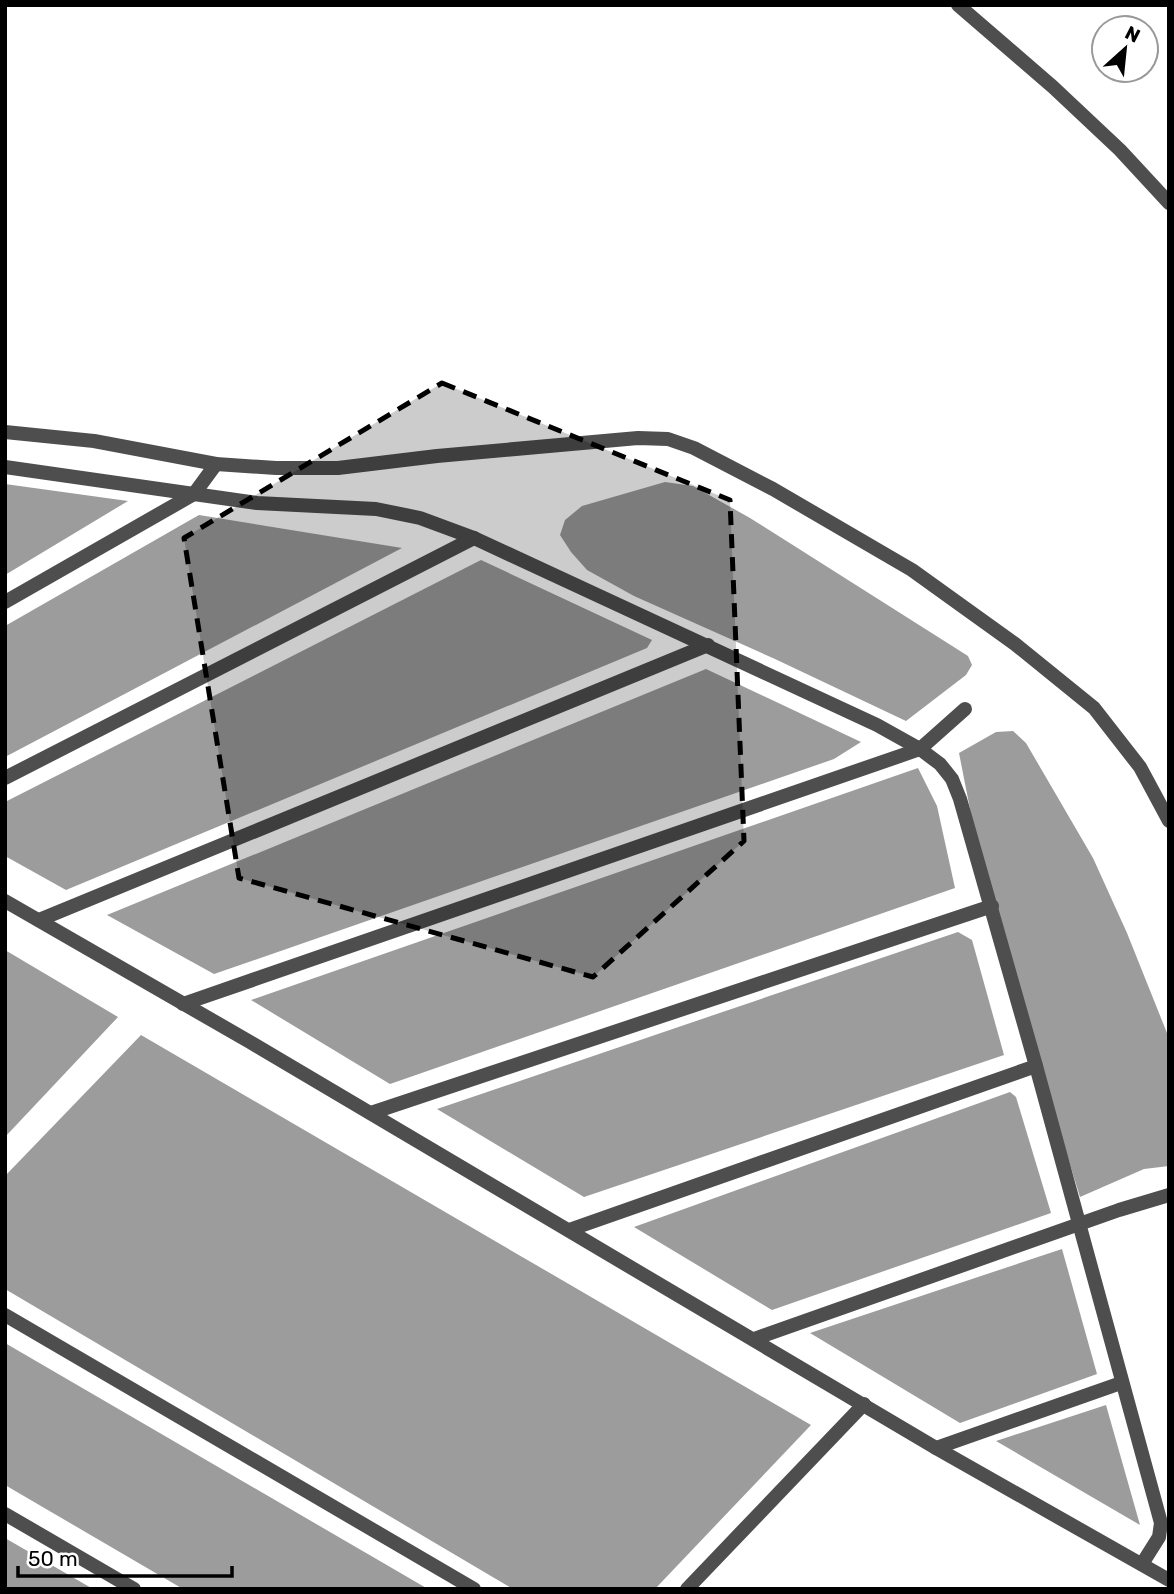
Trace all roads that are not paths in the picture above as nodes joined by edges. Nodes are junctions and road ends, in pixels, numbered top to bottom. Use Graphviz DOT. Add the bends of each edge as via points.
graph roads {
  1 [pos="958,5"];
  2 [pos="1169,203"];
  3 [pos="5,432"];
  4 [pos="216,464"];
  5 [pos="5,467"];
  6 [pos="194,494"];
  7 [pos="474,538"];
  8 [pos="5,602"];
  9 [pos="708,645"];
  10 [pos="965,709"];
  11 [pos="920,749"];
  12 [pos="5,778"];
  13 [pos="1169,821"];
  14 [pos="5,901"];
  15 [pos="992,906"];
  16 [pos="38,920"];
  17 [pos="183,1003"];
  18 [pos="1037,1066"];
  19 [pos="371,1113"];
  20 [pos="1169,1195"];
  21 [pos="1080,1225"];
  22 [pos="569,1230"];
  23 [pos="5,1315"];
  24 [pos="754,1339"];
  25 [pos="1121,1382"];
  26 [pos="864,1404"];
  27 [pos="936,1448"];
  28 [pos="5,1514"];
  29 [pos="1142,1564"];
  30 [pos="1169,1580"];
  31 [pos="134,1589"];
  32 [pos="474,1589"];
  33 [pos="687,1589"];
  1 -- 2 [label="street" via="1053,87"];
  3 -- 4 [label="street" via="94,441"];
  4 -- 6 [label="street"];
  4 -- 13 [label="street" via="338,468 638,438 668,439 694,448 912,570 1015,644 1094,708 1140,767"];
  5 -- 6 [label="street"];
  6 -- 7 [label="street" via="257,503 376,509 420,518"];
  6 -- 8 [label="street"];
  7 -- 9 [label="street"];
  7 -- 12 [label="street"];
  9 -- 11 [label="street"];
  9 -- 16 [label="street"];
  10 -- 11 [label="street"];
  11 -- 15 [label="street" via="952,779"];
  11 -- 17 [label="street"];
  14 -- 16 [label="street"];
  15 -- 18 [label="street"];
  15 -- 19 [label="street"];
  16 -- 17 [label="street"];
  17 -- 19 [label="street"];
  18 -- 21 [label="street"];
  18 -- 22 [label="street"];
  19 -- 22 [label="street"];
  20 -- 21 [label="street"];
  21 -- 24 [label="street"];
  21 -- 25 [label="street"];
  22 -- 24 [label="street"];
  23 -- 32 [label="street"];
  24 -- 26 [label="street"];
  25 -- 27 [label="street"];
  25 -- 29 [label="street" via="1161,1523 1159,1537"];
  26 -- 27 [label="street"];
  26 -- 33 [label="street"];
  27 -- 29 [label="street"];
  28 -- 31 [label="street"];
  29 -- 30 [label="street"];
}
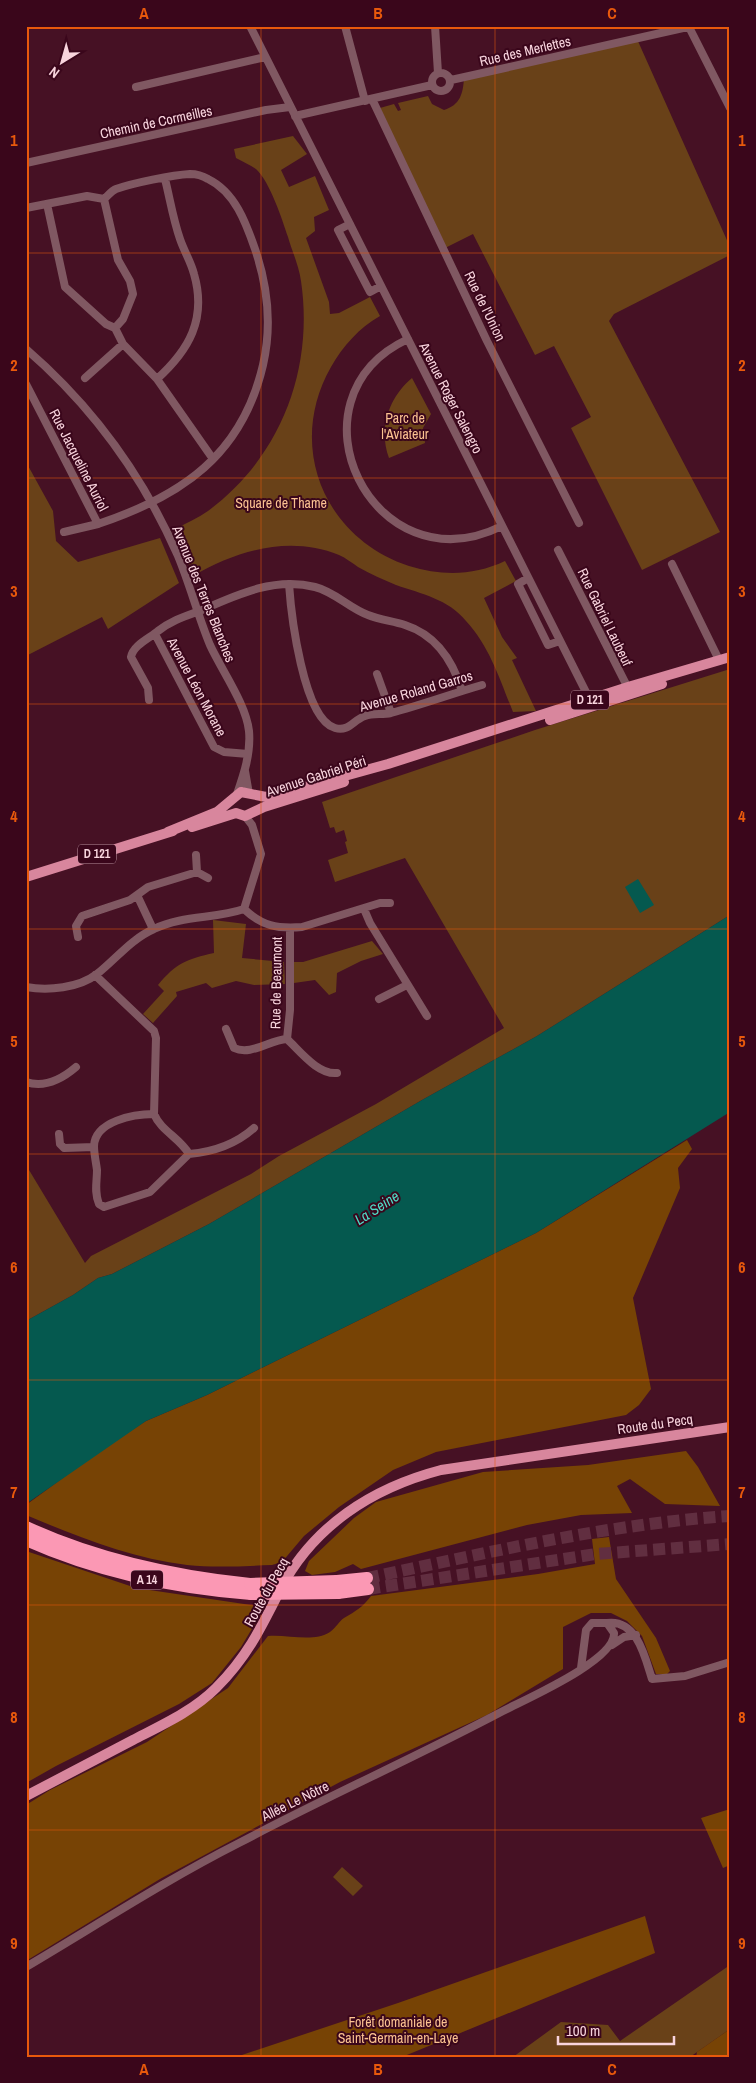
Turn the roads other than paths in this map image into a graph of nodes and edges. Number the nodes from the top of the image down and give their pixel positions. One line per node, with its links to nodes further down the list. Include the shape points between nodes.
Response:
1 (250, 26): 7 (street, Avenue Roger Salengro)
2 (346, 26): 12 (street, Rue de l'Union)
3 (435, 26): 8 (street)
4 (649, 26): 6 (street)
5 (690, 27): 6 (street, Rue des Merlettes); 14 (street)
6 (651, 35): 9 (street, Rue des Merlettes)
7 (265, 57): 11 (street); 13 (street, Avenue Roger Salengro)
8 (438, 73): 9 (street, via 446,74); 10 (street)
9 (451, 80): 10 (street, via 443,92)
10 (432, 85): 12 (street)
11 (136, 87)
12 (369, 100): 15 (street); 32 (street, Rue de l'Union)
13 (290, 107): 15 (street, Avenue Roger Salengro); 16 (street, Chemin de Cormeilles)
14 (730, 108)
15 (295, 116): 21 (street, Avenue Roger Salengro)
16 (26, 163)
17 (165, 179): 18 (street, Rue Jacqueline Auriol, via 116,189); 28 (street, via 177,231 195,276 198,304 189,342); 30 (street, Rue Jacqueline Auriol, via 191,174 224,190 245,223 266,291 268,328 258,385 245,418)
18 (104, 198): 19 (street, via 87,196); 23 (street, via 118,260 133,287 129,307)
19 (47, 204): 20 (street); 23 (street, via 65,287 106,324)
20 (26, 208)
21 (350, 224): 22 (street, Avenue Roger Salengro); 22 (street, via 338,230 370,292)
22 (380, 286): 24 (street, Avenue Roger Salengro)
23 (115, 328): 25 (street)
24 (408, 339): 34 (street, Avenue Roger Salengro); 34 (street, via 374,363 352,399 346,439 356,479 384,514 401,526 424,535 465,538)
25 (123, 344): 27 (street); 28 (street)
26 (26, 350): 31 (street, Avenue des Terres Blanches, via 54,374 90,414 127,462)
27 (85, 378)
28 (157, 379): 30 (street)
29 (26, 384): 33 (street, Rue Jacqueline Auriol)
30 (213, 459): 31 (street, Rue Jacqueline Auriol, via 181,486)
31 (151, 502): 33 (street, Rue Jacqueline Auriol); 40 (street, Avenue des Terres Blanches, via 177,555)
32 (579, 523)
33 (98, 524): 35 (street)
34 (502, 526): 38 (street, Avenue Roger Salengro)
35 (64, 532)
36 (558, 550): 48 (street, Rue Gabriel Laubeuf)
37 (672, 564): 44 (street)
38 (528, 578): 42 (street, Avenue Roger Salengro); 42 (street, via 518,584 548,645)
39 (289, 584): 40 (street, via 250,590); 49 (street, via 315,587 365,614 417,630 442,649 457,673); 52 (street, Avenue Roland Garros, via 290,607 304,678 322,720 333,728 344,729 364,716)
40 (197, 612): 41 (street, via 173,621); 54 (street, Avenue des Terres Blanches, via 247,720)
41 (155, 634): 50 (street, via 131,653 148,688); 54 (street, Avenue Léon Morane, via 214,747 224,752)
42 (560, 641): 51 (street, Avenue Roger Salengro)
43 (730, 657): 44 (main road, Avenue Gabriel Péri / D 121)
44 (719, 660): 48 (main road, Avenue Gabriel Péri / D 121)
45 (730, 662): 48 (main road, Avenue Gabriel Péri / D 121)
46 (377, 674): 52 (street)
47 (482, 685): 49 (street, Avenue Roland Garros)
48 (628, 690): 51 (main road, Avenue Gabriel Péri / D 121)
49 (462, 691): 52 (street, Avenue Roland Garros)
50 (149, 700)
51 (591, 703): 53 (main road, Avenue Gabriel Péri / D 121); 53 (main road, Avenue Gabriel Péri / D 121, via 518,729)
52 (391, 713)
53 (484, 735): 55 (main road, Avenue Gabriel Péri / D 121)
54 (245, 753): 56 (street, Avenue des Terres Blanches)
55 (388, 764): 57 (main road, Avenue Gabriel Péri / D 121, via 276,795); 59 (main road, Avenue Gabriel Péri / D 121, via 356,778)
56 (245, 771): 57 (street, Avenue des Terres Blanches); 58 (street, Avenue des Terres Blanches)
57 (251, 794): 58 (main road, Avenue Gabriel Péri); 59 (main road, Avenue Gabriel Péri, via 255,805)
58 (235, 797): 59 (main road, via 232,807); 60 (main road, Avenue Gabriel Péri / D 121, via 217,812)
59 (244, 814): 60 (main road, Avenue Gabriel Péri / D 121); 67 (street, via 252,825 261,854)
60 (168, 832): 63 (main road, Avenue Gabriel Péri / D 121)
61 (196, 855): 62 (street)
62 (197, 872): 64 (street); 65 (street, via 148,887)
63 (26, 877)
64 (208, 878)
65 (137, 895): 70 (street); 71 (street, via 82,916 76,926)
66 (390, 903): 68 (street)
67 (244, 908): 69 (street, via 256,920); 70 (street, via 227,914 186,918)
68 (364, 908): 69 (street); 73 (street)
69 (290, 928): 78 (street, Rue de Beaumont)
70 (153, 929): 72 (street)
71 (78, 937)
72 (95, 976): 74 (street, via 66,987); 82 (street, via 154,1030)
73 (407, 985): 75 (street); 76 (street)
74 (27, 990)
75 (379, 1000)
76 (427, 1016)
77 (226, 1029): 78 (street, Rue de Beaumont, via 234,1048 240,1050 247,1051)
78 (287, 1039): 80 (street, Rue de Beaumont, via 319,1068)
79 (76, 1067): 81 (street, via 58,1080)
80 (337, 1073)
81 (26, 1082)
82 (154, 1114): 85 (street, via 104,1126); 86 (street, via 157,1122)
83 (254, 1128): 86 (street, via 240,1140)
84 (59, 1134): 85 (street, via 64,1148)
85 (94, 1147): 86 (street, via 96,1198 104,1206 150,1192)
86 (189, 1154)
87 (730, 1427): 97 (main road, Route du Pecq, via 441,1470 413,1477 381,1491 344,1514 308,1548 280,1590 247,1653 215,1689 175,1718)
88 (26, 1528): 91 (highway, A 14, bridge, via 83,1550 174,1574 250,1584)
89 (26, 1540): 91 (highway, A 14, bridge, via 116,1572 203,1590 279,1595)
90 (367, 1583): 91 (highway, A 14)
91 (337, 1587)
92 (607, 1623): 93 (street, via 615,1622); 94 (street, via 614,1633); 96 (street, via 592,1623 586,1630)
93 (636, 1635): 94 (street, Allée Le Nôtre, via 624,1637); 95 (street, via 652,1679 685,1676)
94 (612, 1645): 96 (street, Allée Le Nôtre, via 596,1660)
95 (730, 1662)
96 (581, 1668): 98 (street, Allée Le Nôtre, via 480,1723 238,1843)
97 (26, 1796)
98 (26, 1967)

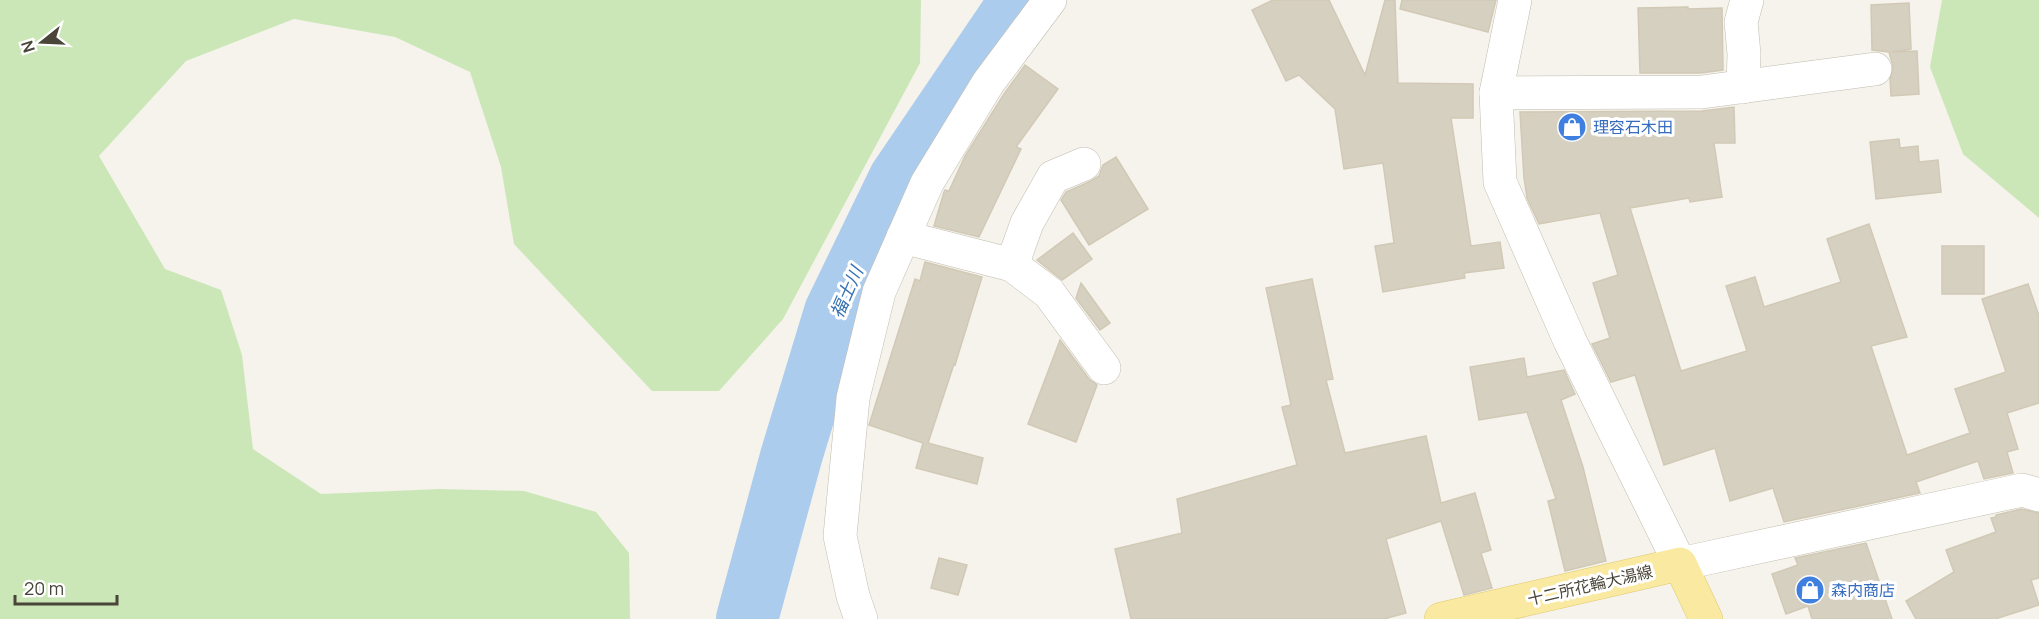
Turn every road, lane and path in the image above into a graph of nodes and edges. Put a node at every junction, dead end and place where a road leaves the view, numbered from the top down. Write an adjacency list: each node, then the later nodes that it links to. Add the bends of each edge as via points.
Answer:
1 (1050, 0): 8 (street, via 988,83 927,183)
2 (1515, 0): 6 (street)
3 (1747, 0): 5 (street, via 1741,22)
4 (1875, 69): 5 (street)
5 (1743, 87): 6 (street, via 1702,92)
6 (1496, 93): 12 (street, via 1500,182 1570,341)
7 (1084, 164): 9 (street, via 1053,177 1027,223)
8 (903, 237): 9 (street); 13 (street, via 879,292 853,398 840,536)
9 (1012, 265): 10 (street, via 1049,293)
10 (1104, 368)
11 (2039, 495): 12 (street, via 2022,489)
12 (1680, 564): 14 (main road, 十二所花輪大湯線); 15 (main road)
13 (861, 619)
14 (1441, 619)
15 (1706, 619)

+--

## Exercise requirements
Which of the lines above mention the word "Allée"? Pull those lines out.

## Finished task
93 (636, 1635): 94 (street, Allée Le Nôtre, via 624,1637); 95 (street, via 652,1679 685,1676)
94 (612, 1645): 96 (street, Allée Le Nôtre, via 596,1660)
96 (581, 1668): 98 (street, Allée Le Nôtre, via 480,1723 238,1843)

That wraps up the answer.